Task instructions - Restate the entries word for word, omitting nothing.

Records for the task -
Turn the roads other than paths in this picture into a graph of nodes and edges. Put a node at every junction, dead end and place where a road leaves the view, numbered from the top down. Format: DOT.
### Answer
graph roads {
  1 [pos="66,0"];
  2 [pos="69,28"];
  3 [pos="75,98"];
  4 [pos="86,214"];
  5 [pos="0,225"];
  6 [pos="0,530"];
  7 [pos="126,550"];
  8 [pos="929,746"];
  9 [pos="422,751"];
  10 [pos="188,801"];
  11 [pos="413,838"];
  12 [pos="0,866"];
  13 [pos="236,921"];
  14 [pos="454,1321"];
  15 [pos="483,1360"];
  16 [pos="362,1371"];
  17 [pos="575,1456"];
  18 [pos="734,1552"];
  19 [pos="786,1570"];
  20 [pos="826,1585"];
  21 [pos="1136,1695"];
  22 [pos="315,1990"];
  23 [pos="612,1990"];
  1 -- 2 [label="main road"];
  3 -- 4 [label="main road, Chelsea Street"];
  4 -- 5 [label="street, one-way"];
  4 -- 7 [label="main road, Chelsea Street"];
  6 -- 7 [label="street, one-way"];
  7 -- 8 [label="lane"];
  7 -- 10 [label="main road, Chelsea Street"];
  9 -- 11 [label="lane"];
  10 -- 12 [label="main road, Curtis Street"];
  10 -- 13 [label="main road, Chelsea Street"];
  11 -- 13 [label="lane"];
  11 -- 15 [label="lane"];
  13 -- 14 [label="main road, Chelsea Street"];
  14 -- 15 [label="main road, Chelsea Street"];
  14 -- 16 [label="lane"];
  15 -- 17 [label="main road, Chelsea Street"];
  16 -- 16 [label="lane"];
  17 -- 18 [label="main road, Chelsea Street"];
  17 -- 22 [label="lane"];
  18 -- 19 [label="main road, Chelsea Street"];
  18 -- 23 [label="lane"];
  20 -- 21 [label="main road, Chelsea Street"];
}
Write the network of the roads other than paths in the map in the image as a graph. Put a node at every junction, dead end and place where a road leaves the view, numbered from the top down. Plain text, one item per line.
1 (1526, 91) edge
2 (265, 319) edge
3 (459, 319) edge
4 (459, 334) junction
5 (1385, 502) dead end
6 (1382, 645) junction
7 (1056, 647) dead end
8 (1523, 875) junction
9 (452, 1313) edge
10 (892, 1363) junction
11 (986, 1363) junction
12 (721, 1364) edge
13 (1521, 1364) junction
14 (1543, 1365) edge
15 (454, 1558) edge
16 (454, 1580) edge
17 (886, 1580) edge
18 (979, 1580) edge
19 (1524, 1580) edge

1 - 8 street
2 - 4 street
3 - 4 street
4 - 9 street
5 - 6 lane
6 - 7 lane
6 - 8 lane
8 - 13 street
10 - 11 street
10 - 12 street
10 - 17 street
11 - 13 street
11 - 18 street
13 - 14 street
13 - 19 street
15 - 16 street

Written reply -
Turn the roads other than paths in this picture into a graph of nodes and edges. Put a node at every junction, dead end and place where a road leaves the view, numbered from the top down. Format: DOT.
### Answer
graph roads {
  1 [pos="66,0"];
  2 [pos="69,28"];
  3 [pos="75,98"];
  4 [pos="86,214"];
  5 [pos="0,225"];
  6 [pos="0,530"];
  7 [pos="126,550"];
  8 [pos="929,746"];
  9 [pos="422,751"];
  10 [pos="188,801"];
  11 [pos="413,838"];
  12 [pos="0,866"];
  13 [pos="236,921"];
  14 [pos="454,1321"];
  15 [pos="483,1360"];
  16 [pos="362,1371"];
  17 [pos="575,1456"];
  18 [pos="734,1552"];
  19 [pos="786,1570"];
  20 [pos="826,1585"];
  21 [pos="1136,1695"];
  22 [pos="315,1990"];
  23 [pos="612,1990"];
  1 -- 2 [label="main road"];
  3 -- 4 [label="main road, Chelsea Street"];
  4 -- 5 [label="street, one-way"];
  4 -- 7 [label="main road, Chelsea Street"];
  6 -- 7 [label="street, one-way"];
  7 -- 8 [label="lane"];
  7 -- 10 [label="main road, Chelsea Street"];
  9 -- 11 [label="lane"];
  10 -- 12 [label="main road, Curtis Street"];
  10 -- 13 [label="main road, Chelsea Street"];
  11 -- 13 [label="lane"];
  11 -- 15 [label="lane"];
  13 -- 14 [label="main road, Chelsea Street"];
  14 -- 15 [label="main road, Chelsea Street"];
  14 -- 16 [label="lane"];
  15 -- 17 [label="main road, Chelsea Street"];
  16 -- 16 [label="lane"];
  17 -- 18 [label="main road, Chelsea Street"];
  17 -- 22 [label="lane"];
  18 -- 19 [label="main road, Chelsea Street"];
  18 -- 23 [label="lane"];
  20 -- 21 [label="main road, Chelsea Street"];
}
Write the network of the roads other than paths in the map in the image as a graph. Put a node at every junction, dead end and place where a road leaves the view, numbered from the top down. Plain text, one item per line.
1 (1526, 91) edge
2 (265, 319) edge
3 (459, 319) edge
4 (459, 334) junction
5 (1385, 502) dead end
6 (1382, 645) junction
7 (1056, 647) dead end
8 (1523, 875) junction
9 (452, 1313) edge
10 (892, 1363) junction
11 (986, 1363) junction
12 (721, 1364) edge
13 (1521, 1364) junction
14 (1543, 1365) edge
15 (454, 1558) edge
16 (454, 1580) edge
17 (886, 1580) edge
18 (979, 1580) edge
19 (1524, 1580) edge

1 - 8 street
2 - 4 street
3 - 4 street
4 - 9 street
5 - 6 lane
6 - 7 lane
6 - 8 lane
8 - 13 street
10 - 11 street
10 - 12 street
10 - 17 street
11 - 13 street
11 - 18 street
13 - 14 street
13 - 19 street
15 - 16 street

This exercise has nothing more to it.